Additionally, in rural areas like Aroostook County, young Mainers had to move away from families to work in other states.
The pendulum is swinging away from sending everyone to college and back toward high paying skilled jobs with technical training that makes more sense to many East Grand students.
“I work with very low income folks in my district. We are one of the poorest districts,” Ruth Ann Cowger said. “Families that are already struggling financially and a four-year degree can often seem out of reach whereas a 10-month trade program or a two-year degree for the job you are going to have makes sense to people. It’s a very easy sell to my families.”
Cowger’s daughter Camryn Cowger, 14, was among the group of girls attending the Trades for ME program and she said the event was really social and centered on getting people to do things she had never done before.
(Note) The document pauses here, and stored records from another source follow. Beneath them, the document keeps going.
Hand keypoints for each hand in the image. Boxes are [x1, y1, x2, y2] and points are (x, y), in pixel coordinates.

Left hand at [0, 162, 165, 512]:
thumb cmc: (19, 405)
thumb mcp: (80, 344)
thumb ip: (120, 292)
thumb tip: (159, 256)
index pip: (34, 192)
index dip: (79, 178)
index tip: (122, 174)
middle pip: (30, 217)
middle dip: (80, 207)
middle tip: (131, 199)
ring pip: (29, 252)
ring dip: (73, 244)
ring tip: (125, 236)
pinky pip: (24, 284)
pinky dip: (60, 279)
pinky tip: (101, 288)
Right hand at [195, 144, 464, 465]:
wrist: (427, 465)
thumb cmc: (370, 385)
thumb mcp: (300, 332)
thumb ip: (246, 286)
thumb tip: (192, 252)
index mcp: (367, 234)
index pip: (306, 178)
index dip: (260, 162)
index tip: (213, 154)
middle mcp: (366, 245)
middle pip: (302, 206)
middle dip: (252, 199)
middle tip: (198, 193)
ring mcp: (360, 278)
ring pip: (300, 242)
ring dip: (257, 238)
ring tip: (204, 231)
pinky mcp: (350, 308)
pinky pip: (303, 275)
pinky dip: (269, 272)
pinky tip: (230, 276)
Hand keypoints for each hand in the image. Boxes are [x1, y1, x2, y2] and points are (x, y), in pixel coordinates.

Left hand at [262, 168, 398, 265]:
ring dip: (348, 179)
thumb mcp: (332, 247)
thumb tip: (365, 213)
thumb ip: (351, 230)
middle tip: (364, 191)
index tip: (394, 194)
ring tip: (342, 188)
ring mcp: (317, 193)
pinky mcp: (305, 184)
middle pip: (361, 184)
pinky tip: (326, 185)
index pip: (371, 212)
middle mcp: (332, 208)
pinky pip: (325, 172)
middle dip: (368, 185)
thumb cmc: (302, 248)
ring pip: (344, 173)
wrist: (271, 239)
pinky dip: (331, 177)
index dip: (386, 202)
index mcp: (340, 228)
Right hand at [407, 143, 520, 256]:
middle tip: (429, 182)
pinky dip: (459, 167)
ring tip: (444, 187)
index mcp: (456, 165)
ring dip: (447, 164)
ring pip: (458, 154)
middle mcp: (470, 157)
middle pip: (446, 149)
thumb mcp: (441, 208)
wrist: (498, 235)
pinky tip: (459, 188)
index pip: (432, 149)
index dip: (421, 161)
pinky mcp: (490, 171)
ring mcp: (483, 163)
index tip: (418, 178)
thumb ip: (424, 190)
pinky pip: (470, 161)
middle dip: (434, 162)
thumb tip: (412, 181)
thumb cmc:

“It was a lot of fun,” she said. “It opens up a lot of possibilities I wouldn’t have thought of that I could do.”
Noyes, who said her career goal is to be a writer, had hoped to also explore welding, but by the time they got there, all the slots were filled.
Instead, several of the students learned how to run a CNC (computer numerical control) machine. These complex machines have a number of applications including milling, routing and carving for example.
“We had a hockey puck shaped piece of metal and got to engrave our names in the middle with the CNC machine,” she said.
Lyndzey Shay, 13, had a bit of a different experience because she already had her career sites on becoming a logger, like her dad. In the forestry presentation, she knew what was going on because she is somewhat familiar with the profession, she said.
“I really want to do logging for Camryn’s dad because that’s who my dad works for,” she said. “ I felt I’d be OK to work in logging because I have other family members who are girls working in logging.”
East Grand teacher Angela Cowger, who is Ruth Ann Cowger’s sister, went with the girls for the Trades for ME program and said it opens doors for the students.
“For any group of young people at this age to go and see that women are in these trades and actually doing it is really powerful,” she said.
Senechal-Jandreau said the interest in the Trades for ME workshops is increasing and the next session is slated for about 150 participants on April 4 in Biddeford, at the Biddeford Regional Center of Technology. The sessions are free to schools and are funded by the Maine Department of Transportation and the Maine Department of Education.
“In the skilled trades, projection of how many jobs we need to fill in our workforce is concerning. There are a lot of opportunities in our state right now that people are not generally aware of,” she said. “How are we going to fill those? We need to tap all of our population, including young women.”